### [MATERIAL SHOWN]
----------

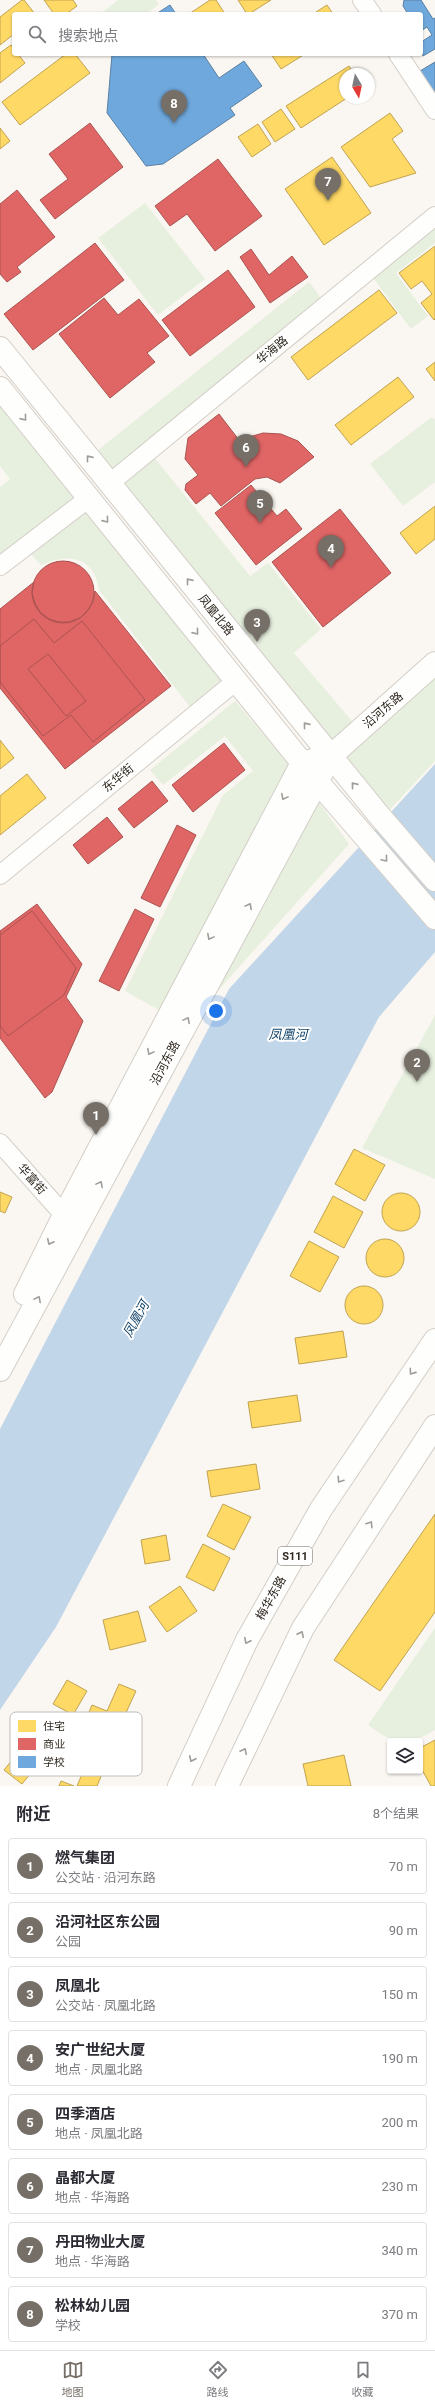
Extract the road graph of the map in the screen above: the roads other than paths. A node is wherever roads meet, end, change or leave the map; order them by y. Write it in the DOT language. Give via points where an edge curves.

----------

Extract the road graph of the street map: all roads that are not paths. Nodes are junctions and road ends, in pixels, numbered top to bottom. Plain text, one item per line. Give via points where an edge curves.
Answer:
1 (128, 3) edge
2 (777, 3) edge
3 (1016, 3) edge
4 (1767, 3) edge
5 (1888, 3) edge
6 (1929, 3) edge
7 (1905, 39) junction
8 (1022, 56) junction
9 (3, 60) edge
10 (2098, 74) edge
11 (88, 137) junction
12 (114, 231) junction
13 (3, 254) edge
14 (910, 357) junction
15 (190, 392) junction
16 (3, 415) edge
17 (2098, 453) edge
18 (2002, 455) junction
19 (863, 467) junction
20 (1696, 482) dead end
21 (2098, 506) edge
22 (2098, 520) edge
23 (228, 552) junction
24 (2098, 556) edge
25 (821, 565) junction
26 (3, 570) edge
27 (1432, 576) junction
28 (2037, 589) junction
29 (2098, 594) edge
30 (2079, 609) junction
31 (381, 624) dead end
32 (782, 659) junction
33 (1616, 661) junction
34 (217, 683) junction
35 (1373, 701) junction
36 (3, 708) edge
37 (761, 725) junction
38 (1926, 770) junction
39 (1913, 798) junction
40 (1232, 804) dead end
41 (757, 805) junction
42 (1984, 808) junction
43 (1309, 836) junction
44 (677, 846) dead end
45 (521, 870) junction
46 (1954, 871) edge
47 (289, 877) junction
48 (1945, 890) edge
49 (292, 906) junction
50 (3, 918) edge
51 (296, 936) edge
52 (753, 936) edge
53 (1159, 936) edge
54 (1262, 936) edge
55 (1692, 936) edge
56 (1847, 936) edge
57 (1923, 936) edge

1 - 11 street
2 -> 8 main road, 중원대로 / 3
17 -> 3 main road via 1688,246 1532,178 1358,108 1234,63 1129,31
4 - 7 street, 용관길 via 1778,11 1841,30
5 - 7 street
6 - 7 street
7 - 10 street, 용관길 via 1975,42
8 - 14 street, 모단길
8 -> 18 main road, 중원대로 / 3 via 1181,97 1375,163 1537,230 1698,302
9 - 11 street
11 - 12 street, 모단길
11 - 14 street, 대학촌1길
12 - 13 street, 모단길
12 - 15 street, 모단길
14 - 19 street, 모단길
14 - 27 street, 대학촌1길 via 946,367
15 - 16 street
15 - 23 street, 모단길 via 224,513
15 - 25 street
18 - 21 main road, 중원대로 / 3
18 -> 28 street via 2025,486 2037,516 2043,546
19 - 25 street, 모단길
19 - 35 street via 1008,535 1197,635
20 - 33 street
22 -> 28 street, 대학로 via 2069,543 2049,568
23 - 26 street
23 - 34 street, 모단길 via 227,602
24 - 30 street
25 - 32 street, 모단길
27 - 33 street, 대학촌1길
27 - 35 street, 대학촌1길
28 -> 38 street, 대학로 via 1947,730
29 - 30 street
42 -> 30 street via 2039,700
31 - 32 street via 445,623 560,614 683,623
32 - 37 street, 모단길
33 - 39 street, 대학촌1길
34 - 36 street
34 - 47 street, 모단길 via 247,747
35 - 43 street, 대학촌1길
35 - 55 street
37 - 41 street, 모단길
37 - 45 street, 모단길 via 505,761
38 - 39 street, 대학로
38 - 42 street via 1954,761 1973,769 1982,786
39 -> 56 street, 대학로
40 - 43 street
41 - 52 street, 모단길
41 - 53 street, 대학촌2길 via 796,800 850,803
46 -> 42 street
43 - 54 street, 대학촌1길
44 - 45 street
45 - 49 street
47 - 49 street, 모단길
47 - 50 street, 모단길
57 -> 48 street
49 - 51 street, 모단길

----------

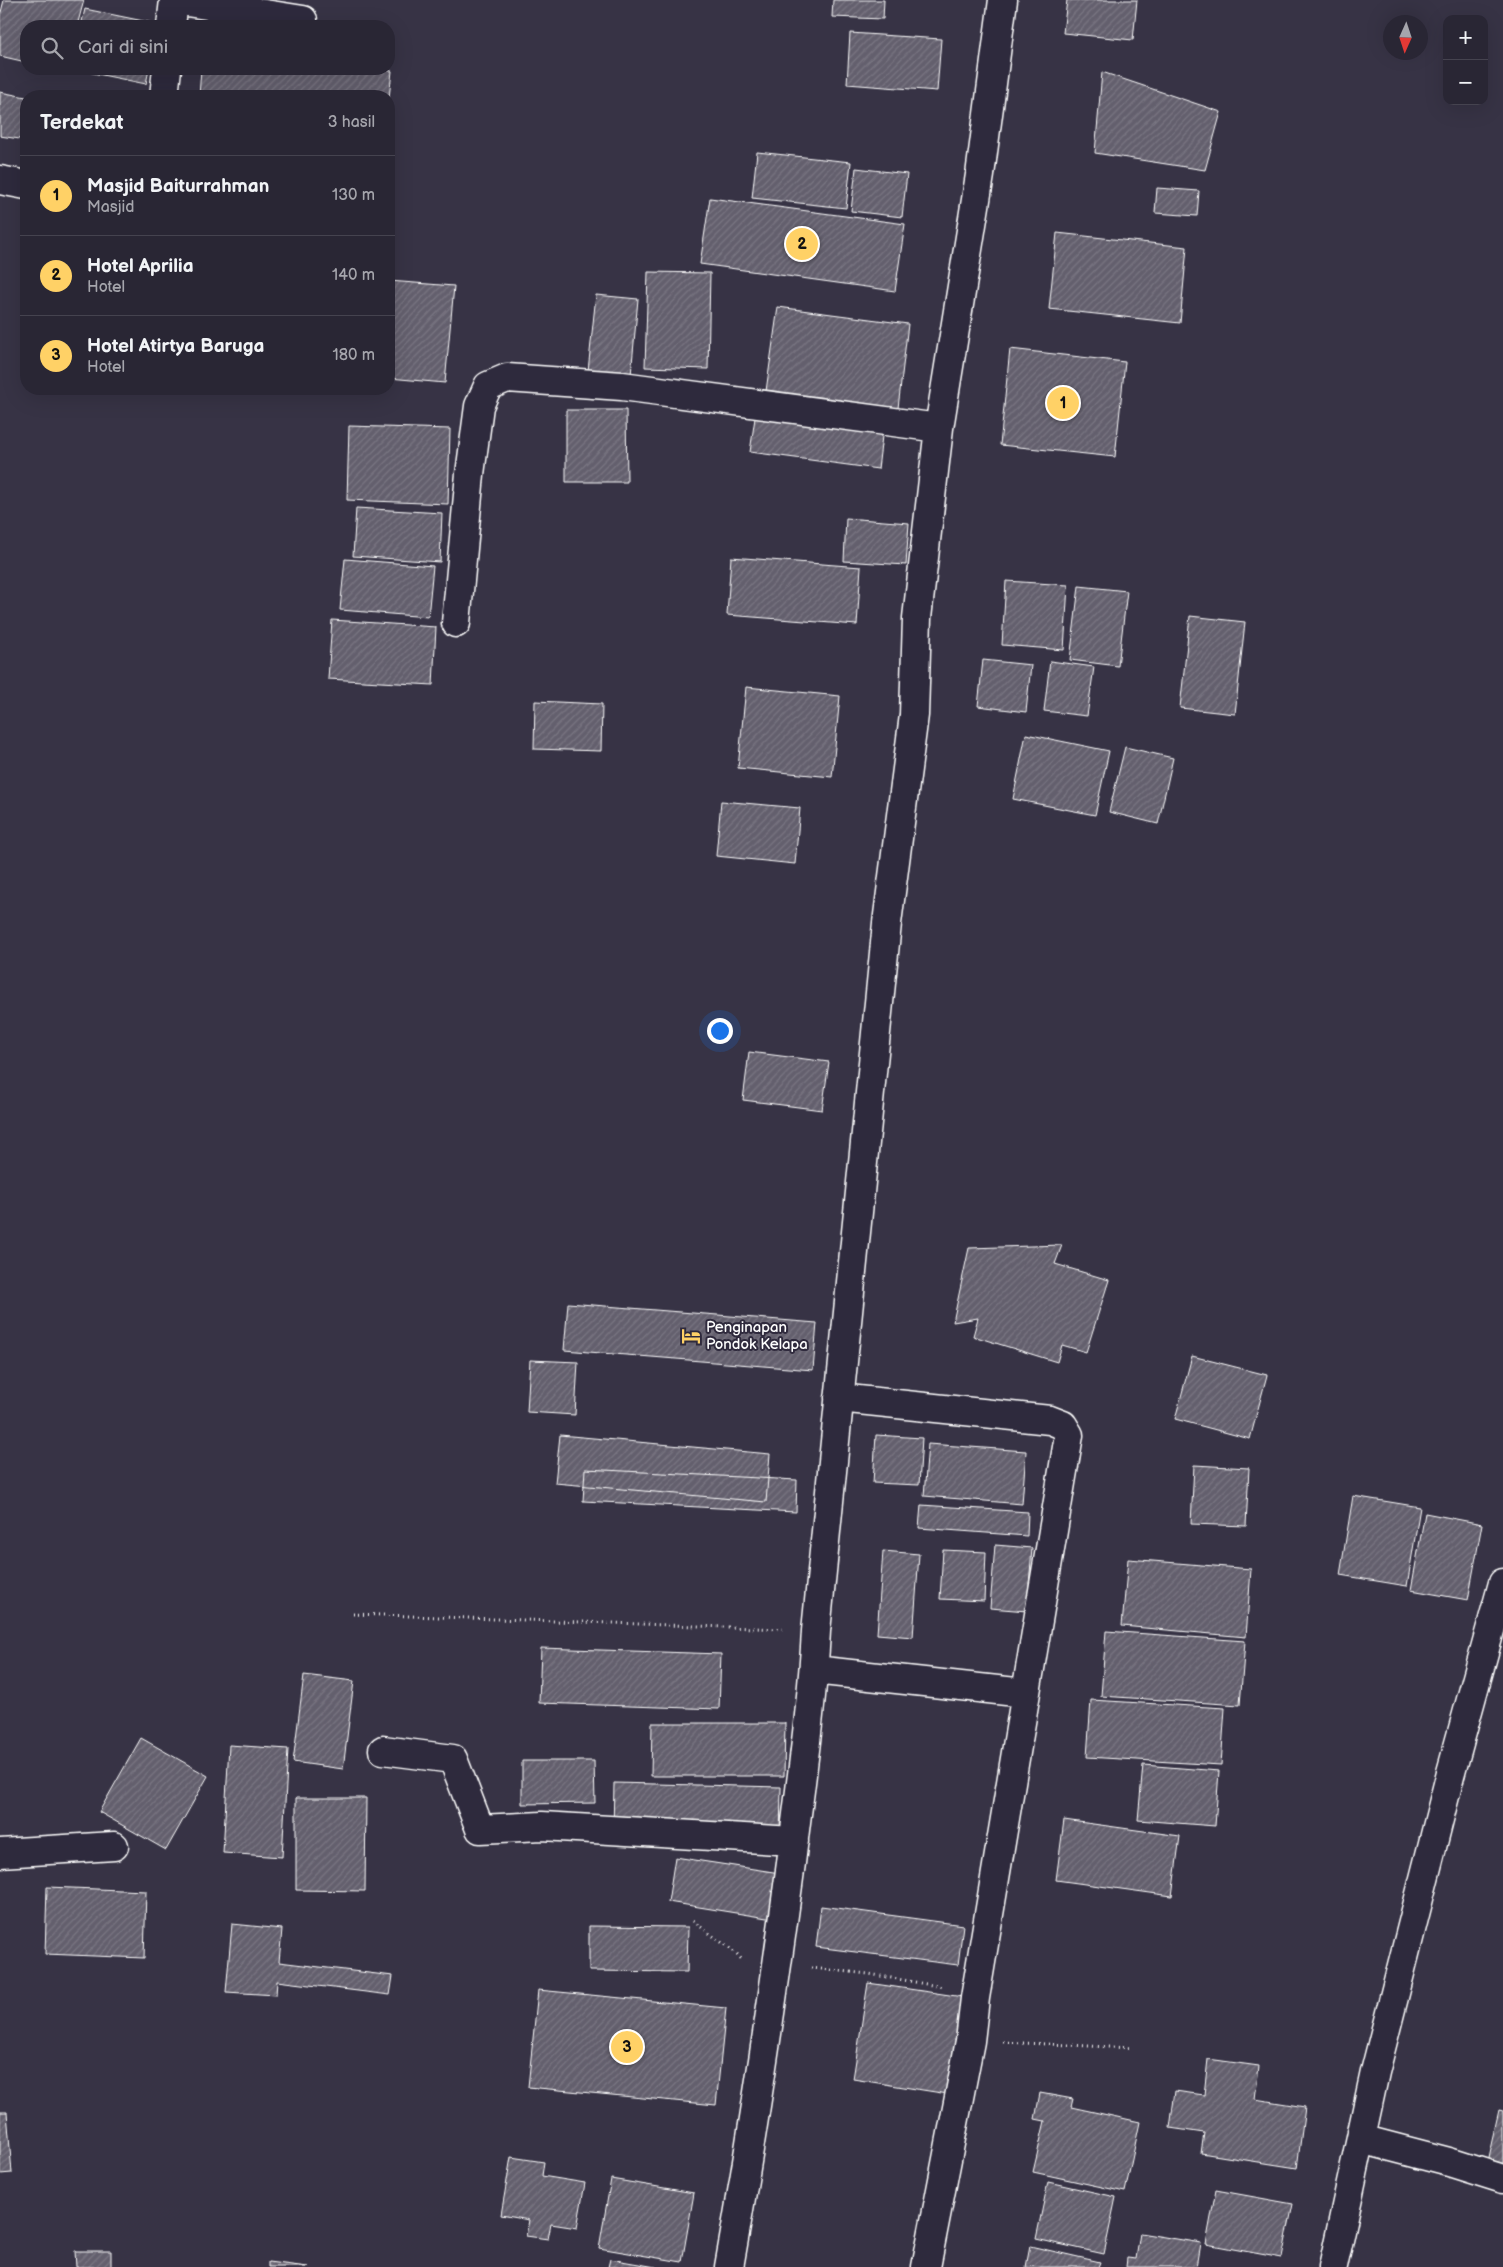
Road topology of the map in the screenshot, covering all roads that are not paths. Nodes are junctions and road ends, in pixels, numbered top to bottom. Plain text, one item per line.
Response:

----------

### [TASK OBJECTIVE]
All lines above containing the string "points": copy each one.

### [REPLY]
Extract the road graph of the map in the screen above: the roads other than paths. A node is wherever roads meet, end, change or leave the map; order them by y. Write it in the DOT language. Give via points where an edge curves.
Extract the road graph of the street map: all roads that are not paths. Nodes are junctions and road ends, in pixels, numbered top to bottom. Plain text, one item per line. Give via points where an edge curves.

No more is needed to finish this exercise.